Meet Crosby, the servers that usher NFPA into the big-data age
BY CASEY GRANT
LAST YEAR, NFPA acquired two powerful clusters of computer servers—one for storing massive quantities of data, and the other for processing it—and in doing so stepped into a new era. The servers, dubbed Crosby—after Uberto Crosby, NFPA’s second president, and his son, Everett, co-author of the first Fire Protection Handbook—are similar to Watson, the number-crunching behemoth made famous by IBM. Crosby has quickly become a key part of our team, transforming the notion of “big data” at NFPA from concept to reality.
Definitions of big data abound, but a simple progression used in the field of computer science lays it out well: data leads to information; information leads to knowledge; knowledge leads to wisdom; wisdom equates to power. With data as the raw material to fuel all we do, NFPA is looking to empower all who serve the mission to make the world a safer place. The possibilities to do this are all around us, and we experience “aha” moments on a regular basis as we stumble upon new applications.
One such moment came at the recent Alternative Fuel Vehicles Safety Summit, held in Detroit in June. The workshop on alternative fuel vehicle emergency response brought together emergency responders, automakers, energy providers, regulators, and others. As expected, two of the biggest issues related to this technology were raised: quick incident size-up, and ongoing data collection. First responders need to quickly, safely, and accurately learn onsite what kind of vehicle is involved in an incident, its specifications, and its associated hazards. What kind of fuel is on board? How much energy is left? Where is the damage? In addition, researchers need to be able to better collect detailed data on these incidents to inform more research, better public policy, codes and standards development, and related training materials. Solutions to both of these issues have been elusive, with their own distinct challenges.
Our “aha” moment came during a discussion with automakers about the rapidly advancing vehicle-to-vehicle telematics soon to be implemented by major automakers. These are sophisticated onboard computers that constantly monitor every detail of engine and battery performance, passenger and location data, and specific damage information, and are starting to communicate between vehicles. For emergency responders, we want immediate access to this data, which can provide a direct and straightforward means to address immediate hazard size-up in an emergency. It’s also a wealth of extremely detailed, real-time data that can be automatically captured and fed into Crosby’s powerful analyzing software. Over time, we can draw meaningful correlations, predictions, and observations that can drive the development of codes and standards and training materials, and help manufacturers further improve the safety of their vehicles. With Crosby on board, we can now do this.

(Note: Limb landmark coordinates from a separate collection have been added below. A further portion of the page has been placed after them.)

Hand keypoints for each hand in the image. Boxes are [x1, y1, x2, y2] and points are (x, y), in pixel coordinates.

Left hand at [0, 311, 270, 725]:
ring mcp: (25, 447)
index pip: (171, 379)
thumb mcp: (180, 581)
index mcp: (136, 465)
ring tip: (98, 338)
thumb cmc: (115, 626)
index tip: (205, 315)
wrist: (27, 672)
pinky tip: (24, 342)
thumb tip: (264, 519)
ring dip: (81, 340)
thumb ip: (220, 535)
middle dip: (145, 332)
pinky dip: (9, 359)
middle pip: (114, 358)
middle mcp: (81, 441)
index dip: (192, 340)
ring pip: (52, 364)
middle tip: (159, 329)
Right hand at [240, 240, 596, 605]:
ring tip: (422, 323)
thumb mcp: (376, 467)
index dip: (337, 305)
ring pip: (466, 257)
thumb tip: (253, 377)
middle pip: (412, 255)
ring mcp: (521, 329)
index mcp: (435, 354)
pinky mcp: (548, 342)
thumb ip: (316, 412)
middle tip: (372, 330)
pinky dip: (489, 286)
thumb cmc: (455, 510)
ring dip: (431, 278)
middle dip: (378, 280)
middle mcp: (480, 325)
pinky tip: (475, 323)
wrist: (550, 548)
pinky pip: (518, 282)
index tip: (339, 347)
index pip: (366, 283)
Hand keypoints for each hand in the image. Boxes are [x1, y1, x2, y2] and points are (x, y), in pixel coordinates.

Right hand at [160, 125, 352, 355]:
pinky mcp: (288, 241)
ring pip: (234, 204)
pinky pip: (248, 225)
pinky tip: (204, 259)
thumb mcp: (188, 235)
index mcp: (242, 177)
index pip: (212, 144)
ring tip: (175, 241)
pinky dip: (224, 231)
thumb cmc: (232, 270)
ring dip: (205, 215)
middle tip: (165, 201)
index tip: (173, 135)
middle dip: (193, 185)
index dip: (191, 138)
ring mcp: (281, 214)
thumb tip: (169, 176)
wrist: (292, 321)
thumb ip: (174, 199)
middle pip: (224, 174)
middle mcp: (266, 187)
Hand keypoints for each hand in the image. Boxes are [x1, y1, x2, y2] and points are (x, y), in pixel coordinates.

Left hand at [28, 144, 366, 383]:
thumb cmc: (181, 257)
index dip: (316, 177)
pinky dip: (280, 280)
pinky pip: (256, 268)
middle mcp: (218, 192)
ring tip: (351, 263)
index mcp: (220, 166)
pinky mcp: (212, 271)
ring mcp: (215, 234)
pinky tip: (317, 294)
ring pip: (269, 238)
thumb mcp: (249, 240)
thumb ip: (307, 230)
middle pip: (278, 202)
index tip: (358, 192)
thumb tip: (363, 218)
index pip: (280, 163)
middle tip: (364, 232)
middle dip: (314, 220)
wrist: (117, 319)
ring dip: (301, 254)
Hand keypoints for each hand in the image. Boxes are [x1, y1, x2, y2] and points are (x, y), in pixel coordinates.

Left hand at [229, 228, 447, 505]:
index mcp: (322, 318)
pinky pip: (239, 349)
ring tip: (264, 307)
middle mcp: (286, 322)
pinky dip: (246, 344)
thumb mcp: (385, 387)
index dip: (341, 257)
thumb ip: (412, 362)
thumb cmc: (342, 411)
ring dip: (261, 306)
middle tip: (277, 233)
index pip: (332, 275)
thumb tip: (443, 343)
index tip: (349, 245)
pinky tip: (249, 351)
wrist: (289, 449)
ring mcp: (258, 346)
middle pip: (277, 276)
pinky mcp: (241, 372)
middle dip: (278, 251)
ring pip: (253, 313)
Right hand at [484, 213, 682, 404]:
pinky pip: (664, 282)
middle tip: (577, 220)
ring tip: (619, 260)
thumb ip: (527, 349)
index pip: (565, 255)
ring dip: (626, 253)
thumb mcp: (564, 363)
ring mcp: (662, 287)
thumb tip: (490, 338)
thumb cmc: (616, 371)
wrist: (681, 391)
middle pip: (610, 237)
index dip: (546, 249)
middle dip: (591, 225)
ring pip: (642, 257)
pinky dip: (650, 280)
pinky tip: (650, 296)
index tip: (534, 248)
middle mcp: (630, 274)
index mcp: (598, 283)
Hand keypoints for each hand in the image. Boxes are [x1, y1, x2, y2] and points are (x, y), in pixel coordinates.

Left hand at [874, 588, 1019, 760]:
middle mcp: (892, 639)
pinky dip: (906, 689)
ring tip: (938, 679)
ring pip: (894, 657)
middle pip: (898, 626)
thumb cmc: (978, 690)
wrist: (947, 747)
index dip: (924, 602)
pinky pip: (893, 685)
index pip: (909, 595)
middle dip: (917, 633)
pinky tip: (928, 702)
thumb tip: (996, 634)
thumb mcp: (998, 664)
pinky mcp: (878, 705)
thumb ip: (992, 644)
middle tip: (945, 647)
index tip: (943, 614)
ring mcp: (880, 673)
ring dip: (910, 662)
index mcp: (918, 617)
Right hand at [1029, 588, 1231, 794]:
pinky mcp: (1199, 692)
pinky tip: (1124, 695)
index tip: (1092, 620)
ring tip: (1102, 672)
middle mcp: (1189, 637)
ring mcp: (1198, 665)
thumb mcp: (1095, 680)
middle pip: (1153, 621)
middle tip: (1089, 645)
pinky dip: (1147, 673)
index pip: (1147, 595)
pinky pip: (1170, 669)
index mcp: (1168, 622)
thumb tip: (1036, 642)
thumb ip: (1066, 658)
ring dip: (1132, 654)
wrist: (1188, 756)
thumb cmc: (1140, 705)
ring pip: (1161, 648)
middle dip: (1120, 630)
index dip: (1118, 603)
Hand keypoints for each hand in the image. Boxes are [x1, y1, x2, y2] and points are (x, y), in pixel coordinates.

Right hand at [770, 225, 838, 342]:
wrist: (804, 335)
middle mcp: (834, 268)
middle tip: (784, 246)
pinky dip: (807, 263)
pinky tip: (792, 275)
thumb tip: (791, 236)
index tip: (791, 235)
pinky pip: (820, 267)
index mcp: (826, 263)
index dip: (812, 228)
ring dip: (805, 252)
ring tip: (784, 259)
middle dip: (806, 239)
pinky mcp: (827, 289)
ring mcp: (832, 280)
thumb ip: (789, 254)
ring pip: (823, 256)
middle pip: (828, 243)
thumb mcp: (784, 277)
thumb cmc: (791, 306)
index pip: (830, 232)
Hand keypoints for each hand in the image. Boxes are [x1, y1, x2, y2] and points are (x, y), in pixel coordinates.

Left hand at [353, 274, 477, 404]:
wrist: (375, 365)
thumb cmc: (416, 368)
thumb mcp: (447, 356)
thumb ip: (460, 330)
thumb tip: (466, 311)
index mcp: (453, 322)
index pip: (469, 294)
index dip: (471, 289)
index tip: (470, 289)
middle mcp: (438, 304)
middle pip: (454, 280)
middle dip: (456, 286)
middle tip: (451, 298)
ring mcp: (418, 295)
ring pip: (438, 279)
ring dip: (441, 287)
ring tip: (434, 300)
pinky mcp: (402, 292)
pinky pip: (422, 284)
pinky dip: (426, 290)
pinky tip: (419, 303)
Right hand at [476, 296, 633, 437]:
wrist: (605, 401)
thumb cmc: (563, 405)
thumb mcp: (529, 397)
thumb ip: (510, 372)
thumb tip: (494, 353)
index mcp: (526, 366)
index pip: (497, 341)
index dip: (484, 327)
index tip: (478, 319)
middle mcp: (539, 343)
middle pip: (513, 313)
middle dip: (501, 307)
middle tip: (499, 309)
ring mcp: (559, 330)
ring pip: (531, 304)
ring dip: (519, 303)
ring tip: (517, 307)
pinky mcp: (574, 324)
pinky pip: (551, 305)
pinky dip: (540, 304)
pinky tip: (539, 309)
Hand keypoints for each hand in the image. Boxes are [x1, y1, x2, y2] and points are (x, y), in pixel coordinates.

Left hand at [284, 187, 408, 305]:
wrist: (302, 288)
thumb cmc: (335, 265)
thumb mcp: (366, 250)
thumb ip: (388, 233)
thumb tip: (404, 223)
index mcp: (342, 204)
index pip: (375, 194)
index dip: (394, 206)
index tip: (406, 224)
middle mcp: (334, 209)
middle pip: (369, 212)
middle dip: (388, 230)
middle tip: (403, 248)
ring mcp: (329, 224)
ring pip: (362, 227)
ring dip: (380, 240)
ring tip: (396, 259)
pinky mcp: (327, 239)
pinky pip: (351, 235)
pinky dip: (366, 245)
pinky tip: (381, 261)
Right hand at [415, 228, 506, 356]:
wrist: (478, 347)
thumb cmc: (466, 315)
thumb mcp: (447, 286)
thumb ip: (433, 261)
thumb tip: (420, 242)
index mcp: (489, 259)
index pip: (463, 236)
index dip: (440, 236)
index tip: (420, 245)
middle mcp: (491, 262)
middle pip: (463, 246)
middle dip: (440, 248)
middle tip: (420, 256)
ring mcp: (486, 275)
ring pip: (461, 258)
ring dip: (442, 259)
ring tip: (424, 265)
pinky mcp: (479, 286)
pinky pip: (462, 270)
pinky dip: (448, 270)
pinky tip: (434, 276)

At NFPA’s first annual meeting, in 1897, President Uberto Crosby said the object of NFPA is “to bring together the experience of different sections and different bodies of underwriters, to come to a mutual understanding, and, if possible, an agreement on general principles governing fire protection, to harmonize and adjust our differences so that we may go before the public with uniform rules and conditions which may appeal to their judgment.”
The vision of the leaders who founded NFPA is profound. As we enter the 21st century, it is exciting to honor their distinguished legacy and welcome Crosby into the NFPA family.